Saved data entries

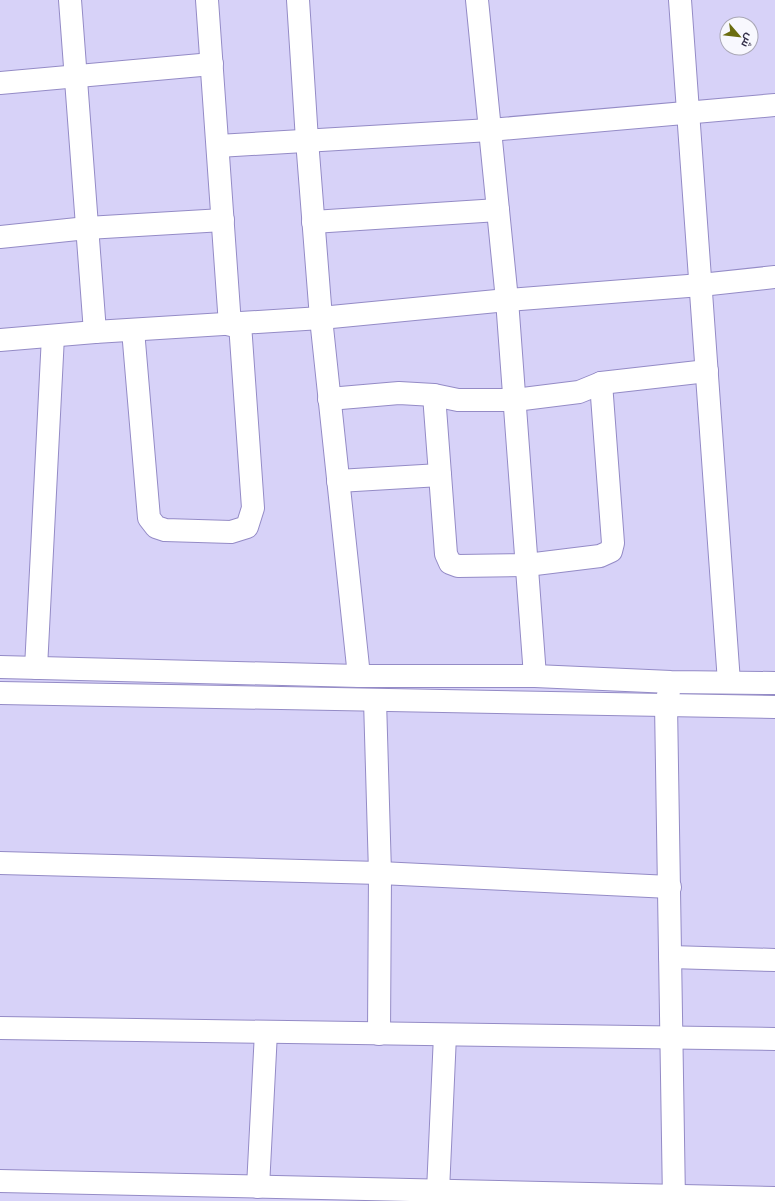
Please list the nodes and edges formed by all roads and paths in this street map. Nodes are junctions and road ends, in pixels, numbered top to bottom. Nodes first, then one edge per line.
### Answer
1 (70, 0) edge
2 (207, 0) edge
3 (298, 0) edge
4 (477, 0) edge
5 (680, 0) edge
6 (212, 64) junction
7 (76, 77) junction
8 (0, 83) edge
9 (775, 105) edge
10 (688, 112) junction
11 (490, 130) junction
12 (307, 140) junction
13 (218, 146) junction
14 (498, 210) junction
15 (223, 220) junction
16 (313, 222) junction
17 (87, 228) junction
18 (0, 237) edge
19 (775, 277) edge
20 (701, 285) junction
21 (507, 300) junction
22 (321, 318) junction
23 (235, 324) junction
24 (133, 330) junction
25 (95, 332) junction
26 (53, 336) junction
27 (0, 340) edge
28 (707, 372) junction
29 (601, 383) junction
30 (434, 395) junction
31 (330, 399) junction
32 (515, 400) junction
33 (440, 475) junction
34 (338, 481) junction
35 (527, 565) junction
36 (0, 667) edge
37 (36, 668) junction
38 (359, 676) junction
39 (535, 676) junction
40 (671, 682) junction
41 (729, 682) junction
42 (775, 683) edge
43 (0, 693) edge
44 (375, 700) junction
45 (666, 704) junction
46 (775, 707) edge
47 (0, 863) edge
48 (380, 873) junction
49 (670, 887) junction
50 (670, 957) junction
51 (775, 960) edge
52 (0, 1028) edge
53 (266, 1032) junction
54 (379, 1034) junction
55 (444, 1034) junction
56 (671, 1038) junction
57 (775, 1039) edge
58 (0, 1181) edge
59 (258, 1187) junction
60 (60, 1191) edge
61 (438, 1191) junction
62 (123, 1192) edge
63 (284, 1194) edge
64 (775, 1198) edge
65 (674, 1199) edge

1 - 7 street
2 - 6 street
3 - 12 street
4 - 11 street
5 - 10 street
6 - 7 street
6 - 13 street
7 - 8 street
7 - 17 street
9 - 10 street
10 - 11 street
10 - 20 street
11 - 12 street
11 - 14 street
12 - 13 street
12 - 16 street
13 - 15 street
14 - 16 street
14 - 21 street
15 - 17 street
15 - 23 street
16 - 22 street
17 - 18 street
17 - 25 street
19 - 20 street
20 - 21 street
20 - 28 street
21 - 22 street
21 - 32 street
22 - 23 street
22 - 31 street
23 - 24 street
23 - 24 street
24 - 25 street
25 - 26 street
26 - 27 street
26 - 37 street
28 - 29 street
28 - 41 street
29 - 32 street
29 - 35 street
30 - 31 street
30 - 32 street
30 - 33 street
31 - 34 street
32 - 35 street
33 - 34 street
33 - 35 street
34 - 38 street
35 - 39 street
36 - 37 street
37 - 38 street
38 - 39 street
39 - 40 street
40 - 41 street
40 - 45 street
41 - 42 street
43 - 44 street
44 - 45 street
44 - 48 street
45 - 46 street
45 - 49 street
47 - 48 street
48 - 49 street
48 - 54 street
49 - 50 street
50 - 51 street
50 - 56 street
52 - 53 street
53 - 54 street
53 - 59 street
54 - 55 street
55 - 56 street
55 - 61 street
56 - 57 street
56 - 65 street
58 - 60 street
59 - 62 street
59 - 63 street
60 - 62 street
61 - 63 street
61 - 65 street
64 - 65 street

■ **Aim of the exercise**: Your copy should match the entries above exactly and contain no pictures.

■ **Reply**:
Please list the nodes and edges formed by all roads and paths in this street map. Nodes are junctions and road ends, in pixels, numbered top to bottom. Nodes first, then one edge per line.
### Answer
1 (70, 0) edge
2 (207, 0) edge
3 (298, 0) edge
4 (477, 0) edge
5 (680, 0) edge
6 (212, 64) junction
7 (76, 77) junction
8 (0, 83) edge
9 (775, 105) edge
10 (688, 112) junction
11 (490, 130) junction
12 (307, 140) junction
13 (218, 146) junction
14 (498, 210) junction
15 (223, 220) junction
16 (313, 222) junction
17 (87, 228) junction
18 (0, 237) edge
19 (775, 277) edge
20 (701, 285) junction
21 (507, 300) junction
22 (321, 318) junction
23 (235, 324) junction
24 (133, 330) junction
25 (95, 332) junction
26 (53, 336) junction
27 (0, 340) edge
28 (707, 372) junction
29 (601, 383) junction
30 (434, 395) junction
31 (330, 399) junction
32 (515, 400) junction
33 (440, 475) junction
34 (338, 481) junction
35 (527, 565) junction
36 (0, 667) edge
37 (36, 668) junction
38 (359, 676) junction
39 (535, 676) junction
40 (671, 682) junction
41 (729, 682) junction
42 (775, 683) edge
43 (0, 693) edge
44 (375, 700) junction
45 (666, 704) junction
46 (775, 707) edge
47 (0, 863) edge
48 (380, 873) junction
49 (670, 887) junction
50 (670, 957) junction
51 (775, 960) edge
52 (0, 1028) edge
53 (266, 1032) junction
54 (379, 1034) junction
55 (444, 1034) junction
56 (671, 1038) junction
57 (775, 1039) edge
58 (0, 1181) edge
59 (258, 1187) junction
60 (60, 1191) edge
61 (438, 1191) junction
62 (123, 1192) edge
63 (284, 1194) edge
64 (775, 1198) edge
65 (674, 1199) edge

1 - 7 street
2 - 6 street
3 - 12 street
4 - 11 street
5 - 10 street
6 - 7 street
6 - 13 street
7 - 8 street
7 - 17 street
9 - 10 street
10 - 11 street
10 - 20 street
11 - 12 street
11 - 14 street
12 - 13 street
12 - 16 street
13 - 15 street
14 - 16 street
14 - 21 street
15 - 17 street
15 - 23 street
16 - 22 street
17 - 18 street
17 - 25 street
19 - 20 street
20 - 21 street
20 - 28 street
21 - 22 street
21 - 32 street
22 - 23 street
22 - 31 street
23 - 24 street
23 - 24 street
24 - 25 street
25 - 26 street
26 - 27 street
26 - 37 street
28 - 29 street
28 - 41 street
29 - 32 street
29 - 35 street
30 - 31 street
30 - 32 street
30 - 33 street
31 - 34 street
32 - 35 street
33 - 34 street
33 - 35 street
34 - 38 street
35 - 39 street
36 - 37 street
37 - 38 street
38 - 39 street
39 - 40 street
40 - 41 street
40 - 45 street
41 - 42 street
43 - 44 street
44 - 45 street
44 - 48 street
45 - 46 street
45 - 49 street
47 - 48 street
48 - 49 street
48 - 54 street
49 - 50 street
50 - 51 street
50 - 56 street
52 - 53 street
53 - 54 street
53 - 59 street
54 - 55 street
55 - 56 street
55 - 61 street
56 - 57 street
56 - 65 street
58 - 60 street
59 - 62 street
59 - 63 street
60 - 62 street
61 - 63 street
61 - 65 street
64 - 65 street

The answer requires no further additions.